## Work task
Please state the number of lines in the listing that contain the word "joint", and nothing else.
○ ○ ○
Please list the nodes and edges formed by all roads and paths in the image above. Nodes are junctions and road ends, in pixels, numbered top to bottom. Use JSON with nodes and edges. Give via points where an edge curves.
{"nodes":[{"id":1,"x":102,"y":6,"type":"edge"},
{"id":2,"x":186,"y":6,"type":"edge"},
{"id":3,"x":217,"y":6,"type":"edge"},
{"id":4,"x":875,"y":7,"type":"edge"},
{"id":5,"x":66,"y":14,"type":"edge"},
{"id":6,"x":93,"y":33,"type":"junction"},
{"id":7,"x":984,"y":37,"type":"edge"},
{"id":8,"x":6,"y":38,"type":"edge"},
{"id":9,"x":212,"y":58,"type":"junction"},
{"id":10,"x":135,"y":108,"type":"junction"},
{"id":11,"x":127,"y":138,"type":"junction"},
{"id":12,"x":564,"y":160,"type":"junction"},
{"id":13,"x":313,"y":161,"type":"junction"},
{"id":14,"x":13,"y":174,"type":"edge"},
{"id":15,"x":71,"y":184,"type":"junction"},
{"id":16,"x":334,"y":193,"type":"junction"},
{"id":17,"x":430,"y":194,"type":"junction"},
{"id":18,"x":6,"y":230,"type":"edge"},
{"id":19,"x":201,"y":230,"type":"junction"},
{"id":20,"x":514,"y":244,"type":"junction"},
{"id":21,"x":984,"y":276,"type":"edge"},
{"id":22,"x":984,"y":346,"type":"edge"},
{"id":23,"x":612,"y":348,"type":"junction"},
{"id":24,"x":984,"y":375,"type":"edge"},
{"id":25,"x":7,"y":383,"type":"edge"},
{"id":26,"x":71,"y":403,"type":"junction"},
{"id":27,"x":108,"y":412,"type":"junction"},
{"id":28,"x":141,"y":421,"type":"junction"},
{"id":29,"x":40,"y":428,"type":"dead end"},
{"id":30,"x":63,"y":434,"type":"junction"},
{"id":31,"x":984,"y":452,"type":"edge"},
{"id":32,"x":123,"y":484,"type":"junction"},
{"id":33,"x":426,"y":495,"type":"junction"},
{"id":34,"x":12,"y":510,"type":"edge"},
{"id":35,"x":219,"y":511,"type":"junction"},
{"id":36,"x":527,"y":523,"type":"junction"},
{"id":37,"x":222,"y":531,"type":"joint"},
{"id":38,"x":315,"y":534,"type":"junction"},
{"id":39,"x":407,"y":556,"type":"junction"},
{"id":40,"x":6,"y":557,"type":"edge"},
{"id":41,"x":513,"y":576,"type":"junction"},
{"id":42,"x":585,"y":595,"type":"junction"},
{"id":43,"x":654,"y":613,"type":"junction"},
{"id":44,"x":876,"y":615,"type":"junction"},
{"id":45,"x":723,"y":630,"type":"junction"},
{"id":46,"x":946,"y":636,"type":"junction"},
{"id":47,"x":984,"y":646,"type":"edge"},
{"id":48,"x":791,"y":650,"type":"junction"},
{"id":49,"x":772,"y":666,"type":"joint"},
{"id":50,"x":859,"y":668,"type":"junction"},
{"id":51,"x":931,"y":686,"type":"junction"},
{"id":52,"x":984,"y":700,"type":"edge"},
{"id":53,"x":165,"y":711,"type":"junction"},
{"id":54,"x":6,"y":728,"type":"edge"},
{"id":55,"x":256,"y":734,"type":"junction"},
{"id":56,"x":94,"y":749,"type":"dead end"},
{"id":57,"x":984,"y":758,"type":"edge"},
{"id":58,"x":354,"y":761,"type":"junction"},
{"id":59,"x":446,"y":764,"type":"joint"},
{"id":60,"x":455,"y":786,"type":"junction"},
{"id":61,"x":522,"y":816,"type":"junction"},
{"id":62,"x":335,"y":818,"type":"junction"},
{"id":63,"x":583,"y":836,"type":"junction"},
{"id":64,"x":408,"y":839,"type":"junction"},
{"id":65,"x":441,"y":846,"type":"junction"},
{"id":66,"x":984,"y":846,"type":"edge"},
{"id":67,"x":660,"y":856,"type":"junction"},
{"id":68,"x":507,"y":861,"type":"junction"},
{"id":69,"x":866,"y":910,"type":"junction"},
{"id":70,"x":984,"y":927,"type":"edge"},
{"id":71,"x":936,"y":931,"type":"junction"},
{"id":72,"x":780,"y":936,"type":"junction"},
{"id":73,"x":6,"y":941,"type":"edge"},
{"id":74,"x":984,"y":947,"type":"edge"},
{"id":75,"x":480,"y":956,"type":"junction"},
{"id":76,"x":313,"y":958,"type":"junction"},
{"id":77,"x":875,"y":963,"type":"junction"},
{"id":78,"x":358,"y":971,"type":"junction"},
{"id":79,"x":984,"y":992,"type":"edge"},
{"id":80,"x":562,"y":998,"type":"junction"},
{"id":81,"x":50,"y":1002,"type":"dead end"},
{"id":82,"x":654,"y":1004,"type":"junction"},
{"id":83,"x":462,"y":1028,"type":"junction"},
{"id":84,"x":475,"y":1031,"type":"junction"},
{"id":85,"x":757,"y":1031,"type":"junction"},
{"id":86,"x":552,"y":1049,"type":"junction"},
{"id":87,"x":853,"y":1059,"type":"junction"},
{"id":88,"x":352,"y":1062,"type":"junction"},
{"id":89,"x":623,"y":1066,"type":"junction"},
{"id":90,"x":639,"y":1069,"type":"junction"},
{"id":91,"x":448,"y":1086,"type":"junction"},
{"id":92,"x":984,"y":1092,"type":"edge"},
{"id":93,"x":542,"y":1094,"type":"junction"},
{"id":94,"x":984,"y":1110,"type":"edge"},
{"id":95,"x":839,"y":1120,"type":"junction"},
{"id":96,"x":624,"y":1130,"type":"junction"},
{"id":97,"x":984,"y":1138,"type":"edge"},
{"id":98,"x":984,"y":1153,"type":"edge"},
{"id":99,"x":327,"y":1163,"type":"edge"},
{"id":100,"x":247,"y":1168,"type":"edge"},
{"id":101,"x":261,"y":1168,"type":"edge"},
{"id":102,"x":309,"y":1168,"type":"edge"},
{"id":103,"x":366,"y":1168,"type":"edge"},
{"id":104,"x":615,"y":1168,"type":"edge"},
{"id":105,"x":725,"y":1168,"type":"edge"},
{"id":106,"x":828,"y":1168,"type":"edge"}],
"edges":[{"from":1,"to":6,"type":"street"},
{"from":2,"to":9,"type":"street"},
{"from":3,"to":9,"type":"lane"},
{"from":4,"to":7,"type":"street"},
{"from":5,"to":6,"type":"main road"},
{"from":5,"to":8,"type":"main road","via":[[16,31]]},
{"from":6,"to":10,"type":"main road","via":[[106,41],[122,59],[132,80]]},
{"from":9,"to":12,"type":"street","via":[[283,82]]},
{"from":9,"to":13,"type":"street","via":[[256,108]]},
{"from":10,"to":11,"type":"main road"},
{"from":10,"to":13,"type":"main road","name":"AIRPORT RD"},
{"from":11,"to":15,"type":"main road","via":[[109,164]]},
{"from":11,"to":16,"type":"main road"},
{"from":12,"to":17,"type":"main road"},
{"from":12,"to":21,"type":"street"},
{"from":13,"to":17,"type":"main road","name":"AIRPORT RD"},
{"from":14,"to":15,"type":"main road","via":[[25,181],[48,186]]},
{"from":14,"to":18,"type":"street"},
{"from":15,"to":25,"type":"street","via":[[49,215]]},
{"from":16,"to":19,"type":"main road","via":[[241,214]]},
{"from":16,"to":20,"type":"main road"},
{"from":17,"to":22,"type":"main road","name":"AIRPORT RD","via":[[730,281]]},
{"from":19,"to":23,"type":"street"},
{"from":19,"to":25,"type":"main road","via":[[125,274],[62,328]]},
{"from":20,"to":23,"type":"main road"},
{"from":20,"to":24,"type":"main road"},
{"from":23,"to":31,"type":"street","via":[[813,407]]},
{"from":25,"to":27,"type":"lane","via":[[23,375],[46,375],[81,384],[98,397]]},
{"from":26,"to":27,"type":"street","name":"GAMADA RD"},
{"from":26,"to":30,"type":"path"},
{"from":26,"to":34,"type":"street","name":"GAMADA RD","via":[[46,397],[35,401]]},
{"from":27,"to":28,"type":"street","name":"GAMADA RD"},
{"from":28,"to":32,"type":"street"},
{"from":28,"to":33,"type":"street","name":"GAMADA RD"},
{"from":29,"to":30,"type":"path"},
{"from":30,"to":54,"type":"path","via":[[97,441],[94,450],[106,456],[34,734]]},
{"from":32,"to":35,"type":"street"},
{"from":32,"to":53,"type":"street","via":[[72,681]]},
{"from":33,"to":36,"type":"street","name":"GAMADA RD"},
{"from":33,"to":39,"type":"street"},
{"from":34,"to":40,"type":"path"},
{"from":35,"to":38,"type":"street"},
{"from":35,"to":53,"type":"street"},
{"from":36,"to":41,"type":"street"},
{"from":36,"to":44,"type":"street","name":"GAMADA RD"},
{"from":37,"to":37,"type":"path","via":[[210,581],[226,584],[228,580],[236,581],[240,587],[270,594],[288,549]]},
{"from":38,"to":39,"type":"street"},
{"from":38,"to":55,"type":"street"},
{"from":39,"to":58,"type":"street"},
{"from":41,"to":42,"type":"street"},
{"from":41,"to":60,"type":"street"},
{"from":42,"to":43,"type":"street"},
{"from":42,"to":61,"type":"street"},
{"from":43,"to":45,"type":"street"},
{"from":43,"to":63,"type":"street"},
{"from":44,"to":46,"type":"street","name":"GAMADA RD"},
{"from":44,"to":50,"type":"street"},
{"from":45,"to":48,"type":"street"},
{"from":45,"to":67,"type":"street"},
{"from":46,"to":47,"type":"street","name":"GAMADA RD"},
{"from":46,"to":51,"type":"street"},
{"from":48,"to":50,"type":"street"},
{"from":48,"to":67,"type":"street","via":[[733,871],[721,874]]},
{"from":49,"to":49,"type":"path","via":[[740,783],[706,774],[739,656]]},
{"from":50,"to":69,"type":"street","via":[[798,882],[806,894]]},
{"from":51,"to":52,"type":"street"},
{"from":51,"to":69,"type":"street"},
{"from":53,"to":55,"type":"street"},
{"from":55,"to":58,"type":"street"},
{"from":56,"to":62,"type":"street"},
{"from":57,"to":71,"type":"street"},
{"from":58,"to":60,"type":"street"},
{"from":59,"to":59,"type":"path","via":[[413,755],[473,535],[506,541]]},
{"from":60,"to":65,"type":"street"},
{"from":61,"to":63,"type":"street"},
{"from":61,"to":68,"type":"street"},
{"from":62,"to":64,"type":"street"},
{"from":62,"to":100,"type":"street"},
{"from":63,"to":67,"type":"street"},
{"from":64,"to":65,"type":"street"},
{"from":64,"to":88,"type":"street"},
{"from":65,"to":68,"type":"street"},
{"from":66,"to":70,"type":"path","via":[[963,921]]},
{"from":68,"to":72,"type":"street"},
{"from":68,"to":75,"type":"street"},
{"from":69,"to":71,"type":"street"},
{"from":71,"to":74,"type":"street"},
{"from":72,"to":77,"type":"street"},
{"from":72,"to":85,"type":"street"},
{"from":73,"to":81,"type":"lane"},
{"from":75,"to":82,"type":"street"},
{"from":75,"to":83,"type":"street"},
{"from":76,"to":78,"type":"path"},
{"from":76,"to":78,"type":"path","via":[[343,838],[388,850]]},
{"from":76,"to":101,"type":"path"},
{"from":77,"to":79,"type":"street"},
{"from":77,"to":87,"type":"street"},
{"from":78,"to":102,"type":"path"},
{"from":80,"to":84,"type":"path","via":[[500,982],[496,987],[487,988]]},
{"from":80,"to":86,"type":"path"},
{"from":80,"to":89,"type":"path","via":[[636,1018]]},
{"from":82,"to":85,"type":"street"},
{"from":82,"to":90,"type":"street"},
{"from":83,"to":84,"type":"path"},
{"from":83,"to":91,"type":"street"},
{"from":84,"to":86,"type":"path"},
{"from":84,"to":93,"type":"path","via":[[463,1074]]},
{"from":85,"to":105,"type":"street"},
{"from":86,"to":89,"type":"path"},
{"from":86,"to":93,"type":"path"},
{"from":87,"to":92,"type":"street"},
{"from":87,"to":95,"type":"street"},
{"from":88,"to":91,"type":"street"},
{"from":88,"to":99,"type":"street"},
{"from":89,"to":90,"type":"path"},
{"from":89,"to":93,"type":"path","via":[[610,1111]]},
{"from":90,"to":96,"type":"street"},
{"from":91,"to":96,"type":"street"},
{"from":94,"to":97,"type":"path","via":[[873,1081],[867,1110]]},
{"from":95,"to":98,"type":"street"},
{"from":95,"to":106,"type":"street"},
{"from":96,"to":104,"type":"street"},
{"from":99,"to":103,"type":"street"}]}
○ ○ ○
## Task answer
3